» **Extracted data**
----
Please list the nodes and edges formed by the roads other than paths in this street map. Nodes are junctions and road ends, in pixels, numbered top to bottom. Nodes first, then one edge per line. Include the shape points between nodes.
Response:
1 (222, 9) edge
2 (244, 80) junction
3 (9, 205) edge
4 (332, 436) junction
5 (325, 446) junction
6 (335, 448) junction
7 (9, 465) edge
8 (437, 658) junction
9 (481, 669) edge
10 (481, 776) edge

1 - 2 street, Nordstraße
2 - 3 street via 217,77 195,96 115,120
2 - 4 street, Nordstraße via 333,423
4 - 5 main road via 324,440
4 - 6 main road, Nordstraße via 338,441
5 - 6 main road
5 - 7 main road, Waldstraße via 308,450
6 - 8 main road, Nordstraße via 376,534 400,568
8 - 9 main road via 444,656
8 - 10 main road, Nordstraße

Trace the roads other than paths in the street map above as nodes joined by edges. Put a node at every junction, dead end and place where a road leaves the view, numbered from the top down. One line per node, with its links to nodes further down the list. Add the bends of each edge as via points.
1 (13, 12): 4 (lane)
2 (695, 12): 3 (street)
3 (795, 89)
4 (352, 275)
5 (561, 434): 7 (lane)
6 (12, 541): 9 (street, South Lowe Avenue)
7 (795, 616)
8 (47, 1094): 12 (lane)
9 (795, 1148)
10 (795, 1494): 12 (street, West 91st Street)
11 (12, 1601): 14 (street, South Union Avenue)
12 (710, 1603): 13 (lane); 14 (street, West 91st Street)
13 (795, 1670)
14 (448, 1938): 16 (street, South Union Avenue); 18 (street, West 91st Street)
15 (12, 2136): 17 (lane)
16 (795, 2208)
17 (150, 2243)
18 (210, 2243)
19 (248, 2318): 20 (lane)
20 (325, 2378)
----
» **Instructions for the task**
The records above must be retyped in full. Keep each one exactly as it is.

» **Response for this exercise**
Please list the nodes and edges formed by the roads other than paths in this street map. Nodes are junctions and road ends, in pixels, numbered top to bottom. Nodes first, then one edge per line. Include the shape points between nodes.
Response:
1 (222, 9) edge
2 (244, 80) junction
3 (9, 205) edge
4 (332, 436) junction
5 (325, 446) junction
6 (335, 448) junction
7 (9, 465) edge
8 (437, 658) junction
9 (481, 669) edge
10 (481, 776) edge

1 - 2 street, Nordstraße
2 - 3 street via 217,77 195,96 115,120
2 - 4 street, Nordstraße via 333,423
4 - 5 main road via 324,440
4 - 6 main road, Nordstraße via 338,441
5 - 6 main road
5 - 7 main road, Waldstraße via 308,450
6 - 8 main road, Nordstraße via 376,534 400,568
8 - 9 main road via 444,656
8 - 10 main road, Nordstraße

Trace the roads other than paths in the street map above as nodes joined by edges. Put a node at every junction, dead end and place where a road leaves the view, numbered from the top down. One line per node, with its links to nodes further down the list. Add the bends of each edge as via points.
1 (13, 12): 4 (lane)
2 (695, 12): 3 (street)
3 (795, 89)
4 (352, 275)
5 (561, 434): 7 (lane)
6 (12, 541): 9 (street, South Lowe Avenue)
7 (795, 616)
8 (47, 1094): 12 (lane)
9 (795, 1148)
10 (795, 1494): 12 (street, West 91st Street)
11 (12, 1601): 14 (street, South Union Avenue)
12 (710, 1603): 13 (lane); 14 (street, West 91st Street)
13 (795, 1670)
14 (448, 1938): 16 (street, South Union Avenue); 18 (street, West 91st Street)
15 (12, 2136): 17 (lane)
16 (795, 2208)
17 (150, 2243)
18 (210, 2243)
19 (248, 2318): 20 (lane)
20 (325, 2378)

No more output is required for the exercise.